やはり一色いろはが俺の許嫁なのはまちがっている。 作:白大河
ちょっと間が空いた気もしますが
前回謎に平日投稿したのでこれは実質週一ペースなのでは……?
俺のバイトシフトが増えて早一ヶ月。
一色は人が変わったかのように机に向かうようになった。
模試まであまり時間がないというのもあるのだろうが、授業中の無駄話もめっきり減り、今となっては、事あるごとに息抜きを要求してきた女子と同一人物だとは思えないほどだ。
去年俺が使った受験道具が少しずつ一色の家へと運び込まれ、一色の机には見慣れた参考書やノートが積み上げられ、机周りの雰囲気もガラリと変わり、見るからに受験モードというオーラを放っている。
まあ、それらがどの程度役に立つのかは分からんが、無いよりはマシだろう。
正直なことを言えば、俺が居なくても一色はそれらの参考書を使ってきちんと勉強をこなしている。

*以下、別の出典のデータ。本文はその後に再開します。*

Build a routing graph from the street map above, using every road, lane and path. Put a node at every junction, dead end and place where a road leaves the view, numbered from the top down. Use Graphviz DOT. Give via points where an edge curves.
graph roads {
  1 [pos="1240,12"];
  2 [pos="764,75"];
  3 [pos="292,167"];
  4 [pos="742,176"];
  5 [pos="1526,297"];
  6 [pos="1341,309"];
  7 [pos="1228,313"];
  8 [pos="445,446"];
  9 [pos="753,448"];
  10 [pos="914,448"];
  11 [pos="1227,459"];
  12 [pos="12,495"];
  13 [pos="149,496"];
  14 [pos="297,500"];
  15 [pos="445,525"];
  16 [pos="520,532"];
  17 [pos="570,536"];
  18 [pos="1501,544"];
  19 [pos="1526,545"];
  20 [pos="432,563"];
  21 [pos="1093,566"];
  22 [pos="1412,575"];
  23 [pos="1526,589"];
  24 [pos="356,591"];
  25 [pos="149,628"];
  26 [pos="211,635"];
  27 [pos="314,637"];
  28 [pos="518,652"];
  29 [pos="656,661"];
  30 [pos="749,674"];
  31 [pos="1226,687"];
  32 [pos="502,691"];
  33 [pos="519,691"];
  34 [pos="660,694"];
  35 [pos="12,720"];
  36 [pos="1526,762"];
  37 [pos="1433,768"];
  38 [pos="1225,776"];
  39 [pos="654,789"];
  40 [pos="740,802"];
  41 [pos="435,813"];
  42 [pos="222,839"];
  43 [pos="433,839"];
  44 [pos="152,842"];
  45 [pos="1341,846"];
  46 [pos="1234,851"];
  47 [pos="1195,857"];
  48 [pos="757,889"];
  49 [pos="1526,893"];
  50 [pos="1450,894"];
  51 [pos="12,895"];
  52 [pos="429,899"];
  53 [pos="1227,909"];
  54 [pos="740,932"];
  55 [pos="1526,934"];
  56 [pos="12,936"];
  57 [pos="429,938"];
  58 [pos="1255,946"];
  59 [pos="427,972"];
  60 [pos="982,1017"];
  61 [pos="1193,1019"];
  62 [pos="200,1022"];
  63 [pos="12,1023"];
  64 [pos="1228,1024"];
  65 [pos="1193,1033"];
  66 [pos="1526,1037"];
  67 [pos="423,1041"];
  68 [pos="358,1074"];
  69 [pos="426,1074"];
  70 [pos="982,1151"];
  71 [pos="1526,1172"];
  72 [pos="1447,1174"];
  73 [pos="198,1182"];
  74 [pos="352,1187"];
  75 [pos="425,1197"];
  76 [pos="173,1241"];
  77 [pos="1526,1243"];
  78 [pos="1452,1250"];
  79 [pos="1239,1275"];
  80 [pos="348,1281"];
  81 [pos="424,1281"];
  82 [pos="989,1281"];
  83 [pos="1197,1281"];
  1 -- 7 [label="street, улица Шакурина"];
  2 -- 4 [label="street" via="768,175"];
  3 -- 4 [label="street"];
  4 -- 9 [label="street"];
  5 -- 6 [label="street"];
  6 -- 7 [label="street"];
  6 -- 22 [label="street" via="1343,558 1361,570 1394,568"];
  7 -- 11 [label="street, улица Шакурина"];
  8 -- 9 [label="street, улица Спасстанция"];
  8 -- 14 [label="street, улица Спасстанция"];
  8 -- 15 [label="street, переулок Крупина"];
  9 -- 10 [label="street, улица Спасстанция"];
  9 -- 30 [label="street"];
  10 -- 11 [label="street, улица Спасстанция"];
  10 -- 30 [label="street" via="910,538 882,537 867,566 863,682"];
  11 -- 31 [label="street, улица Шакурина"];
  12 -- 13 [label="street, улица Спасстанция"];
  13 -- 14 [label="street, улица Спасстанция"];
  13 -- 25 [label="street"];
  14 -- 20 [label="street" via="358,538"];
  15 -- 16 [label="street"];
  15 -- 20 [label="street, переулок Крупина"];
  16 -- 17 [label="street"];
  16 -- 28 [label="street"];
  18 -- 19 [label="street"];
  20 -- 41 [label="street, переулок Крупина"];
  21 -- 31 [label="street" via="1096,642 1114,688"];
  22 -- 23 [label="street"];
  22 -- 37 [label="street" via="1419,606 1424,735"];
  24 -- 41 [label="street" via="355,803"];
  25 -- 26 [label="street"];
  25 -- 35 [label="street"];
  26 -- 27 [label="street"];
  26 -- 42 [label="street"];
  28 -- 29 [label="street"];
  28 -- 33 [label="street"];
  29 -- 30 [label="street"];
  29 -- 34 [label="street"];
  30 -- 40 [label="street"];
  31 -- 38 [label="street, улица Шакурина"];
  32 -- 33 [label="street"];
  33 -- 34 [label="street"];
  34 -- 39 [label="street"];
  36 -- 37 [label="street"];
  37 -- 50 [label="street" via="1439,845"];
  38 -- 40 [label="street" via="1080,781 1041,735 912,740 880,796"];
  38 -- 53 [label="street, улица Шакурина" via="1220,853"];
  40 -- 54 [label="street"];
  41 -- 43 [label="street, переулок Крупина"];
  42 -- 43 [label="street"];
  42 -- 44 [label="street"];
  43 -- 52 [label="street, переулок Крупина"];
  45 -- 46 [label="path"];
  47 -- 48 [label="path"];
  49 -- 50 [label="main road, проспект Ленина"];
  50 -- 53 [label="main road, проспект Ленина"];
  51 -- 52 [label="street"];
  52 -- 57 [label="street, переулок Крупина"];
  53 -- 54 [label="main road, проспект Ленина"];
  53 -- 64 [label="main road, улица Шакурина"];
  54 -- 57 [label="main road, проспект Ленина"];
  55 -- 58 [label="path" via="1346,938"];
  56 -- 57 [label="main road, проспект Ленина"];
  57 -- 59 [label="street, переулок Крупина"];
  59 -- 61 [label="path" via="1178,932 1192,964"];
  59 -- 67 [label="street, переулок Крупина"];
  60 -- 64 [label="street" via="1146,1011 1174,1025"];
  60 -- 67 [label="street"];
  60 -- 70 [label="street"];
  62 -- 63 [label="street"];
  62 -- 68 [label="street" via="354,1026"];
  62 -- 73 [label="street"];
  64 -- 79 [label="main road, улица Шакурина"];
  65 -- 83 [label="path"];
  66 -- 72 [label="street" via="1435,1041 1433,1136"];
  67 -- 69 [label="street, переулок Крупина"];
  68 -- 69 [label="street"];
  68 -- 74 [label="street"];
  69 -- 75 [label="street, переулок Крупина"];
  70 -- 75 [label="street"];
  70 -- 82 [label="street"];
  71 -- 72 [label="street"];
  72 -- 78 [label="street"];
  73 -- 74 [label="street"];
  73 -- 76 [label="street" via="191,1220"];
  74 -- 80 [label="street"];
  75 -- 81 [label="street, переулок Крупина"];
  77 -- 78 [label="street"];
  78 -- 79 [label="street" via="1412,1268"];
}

なんなら俺がバイトで一色宅に着いた時には、もう机にしがみついていて「もうちょっとでキリが良い所まで終わるんで、センパイは暫く休んでて下さい」なんて言われた事もあった。
それだけで受験に対する本気度が伺える。
言ってしまえば一色いろは第三形態という所だろうか。
もしかしたら、もう一段階変身を残しているのかもしれない。
戦闘力五十三万ぐらいありそう。
だが、俺の方はどうかと言うと、バイト時間が増えた割に仕事量は増えていない。
一色と同じ部屋にいる時間こそ増えたものの、手持ち無沙汰の時間が増えてしまっている。
先日なんてついウトウトして居眠りをしてしまったほどだ。
一色のことだから烈火のごとく責めてくるだろうと覚悟していたのに。特にお咎めもなく拍子抜けしてしまった。
なんかもみじさんとケンカしてたみたいだが……あれ? もしかして俺いらない子ですか?
いかんな、金をもらっている以上。もっとしっかり家庭教師っぽい事をしなくては。
俺がいらない子ではないという所を見せつけてやらねばならない。
一色も頑張っているのだからな。
それでも欲を言わせてもらえるのなら、もう少し早くこの受験モードになってくれていたらと思わないでもないのだが、それを俺が言うのは野暮というもの。
葉山というブーストアイテムを入手したからこそのやる気だ。
俺がどうこう言えるものでもない。
もしあのままの状態だったら、海浜総合すら危なかった可能性もある。
その場合の俺の胃痛を考えるなら、葉山に感謝こそすれど、恨むなんて筋違いもいい所だろう。
そういえば葉山とはアレ以来話してないな。
いや、俺からすると二回以上話す奴の方が珍しいんだが。
これだけ名前を思い浮かべる機会はあるのに、大した接点がないというのもなんだか妙な気分だ。
そういえばアイツは一体どんな声だったか……。
○天衆の闇担当みたいな声だった気もするし違う気もする。
あれ? それは別の奴だったか?
まあ葉山の事はどうでもいいか、今は一色の事だ。
とにかく、今やるべきなのは模試でA判定を取ること。
いや、この場合取らせることか。
全く、おっさんも面倒な事をしてくれる。
試験を受けるための条件とか……ハ○ター試験かよ。
今のままだと実力不足というのは分からなくもないが。
そもそも、その条件のせいで一色はリスクも背負う事にもなっている。
おっさんが出した条件は『年内に結果を持ってくる事』なので、模試のどちらかでAを取ったとしても恐らく推薦には間に合わない。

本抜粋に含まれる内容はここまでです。